**INSTRUCTIONS TO FOLLOW:** Drop all images. Then write out each line below exactly as given.

[Joint position lists]
--- START ---
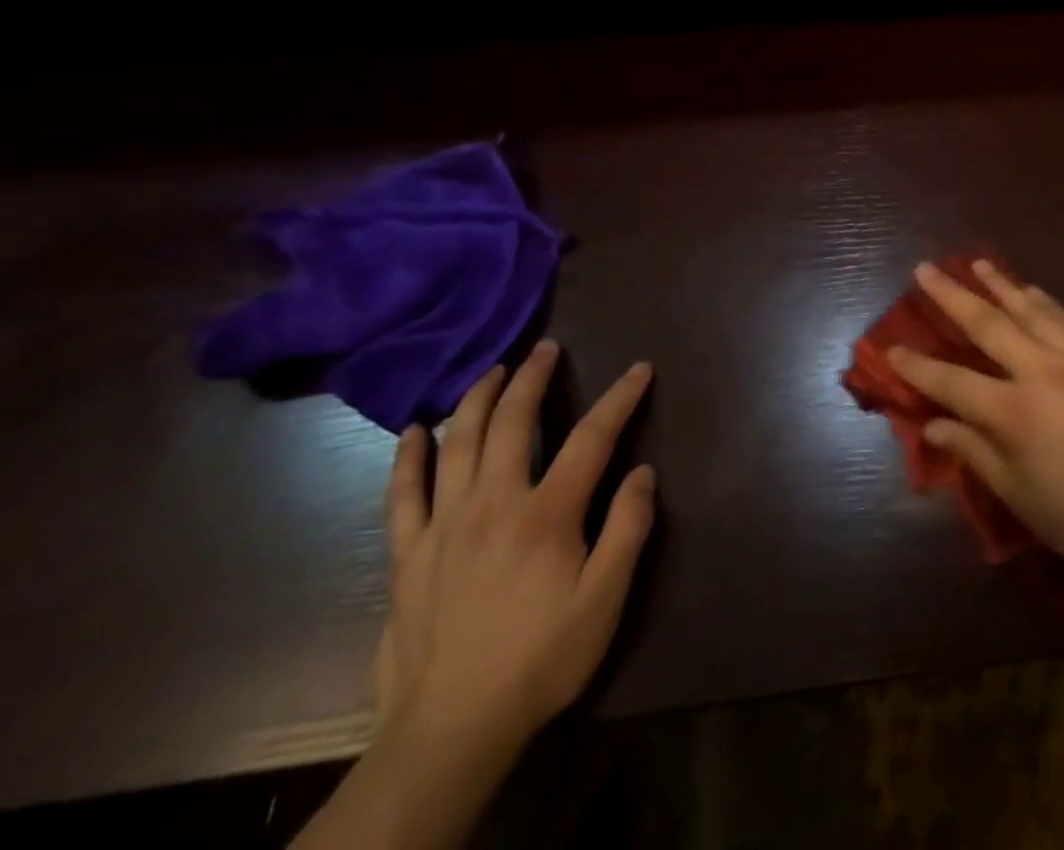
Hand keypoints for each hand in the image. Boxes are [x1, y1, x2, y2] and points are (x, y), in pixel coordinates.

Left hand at [376, 341, 655, 763]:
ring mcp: (443, 527)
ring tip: (492, 370)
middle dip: (532, 378)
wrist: (450, 732)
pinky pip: (402, 495)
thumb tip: (644, 472)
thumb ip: (628, 529)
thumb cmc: (541, 659)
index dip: (620, 399)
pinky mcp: (407, 556)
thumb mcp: (606, 600)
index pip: (592, 438)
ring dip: (477, 399)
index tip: (639, 369)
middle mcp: (492, 505)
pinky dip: (408, 457)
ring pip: (458, 444)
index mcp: (546, 514)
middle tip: (546, 348)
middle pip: (513, 423)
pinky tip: (414, 431)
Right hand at [889, 259, 1063, 583]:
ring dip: (998, 284)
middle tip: (925, 270)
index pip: (952, 382)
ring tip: (976, 263)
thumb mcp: (1021, 497)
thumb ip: (975, 453)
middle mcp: (1042, 371)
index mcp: (1014, 413)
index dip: (917, 366)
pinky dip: (1044, 301)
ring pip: (1030, 309)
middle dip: (950, 295)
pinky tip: (1031, 289)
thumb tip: (934, 424)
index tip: (891, 347)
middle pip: (987, 324)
--- END ---
**OUTPUT:**
Hand keypoints for each hand in the image. Boxes are [x1, y1, x2, y2] and points are (x, y), in pixel coordinates.

Left hand at [376, 341, 655, 763]:
ring mcp: (443, 527)
ring tip: (492, 370)
middle dip: (532, 378)
wrist: (450, 732)
pinky pip: (402, 495)
thumb tip: (644, 472)
thumb ip: (628, 529)
thumb cmc: (541, 659)
index dip: (620, 399)
pinky mcp: (407, 556)
thumb mcp: (606, 600)
index pip: (592, 438)
ring dip: (477, 399)
index tip: (639, 369)
middle mcp: (492, 505)
pinky dip: (408, 457)
ring pip: (458, 444)
index mcp: (546, 514)
middle tip: (546, 348)
middle pip: (513, 423)
pinky tip: (414, 431)
Right hand at [889, 259, 1063, 583]:
ring dip: (998, 284)
middle tip: (925, 270)
index pip: (952, 382)
ring tip: (976, 263)
thumb mcp: (1021, 497)
thumb ip: (975, 453)
middle mcp: (1042, 371)
index mcp: (1014, 413)
index dip: (917, 366)
pinky dip: (1044, 301)
ring pip: (1030, 309)
middle dip: (950, 295)
pinky tip: (1031, 289)
thumb tip: (934, 424)
index tip: (891, 347)
middle pip: (987, 324)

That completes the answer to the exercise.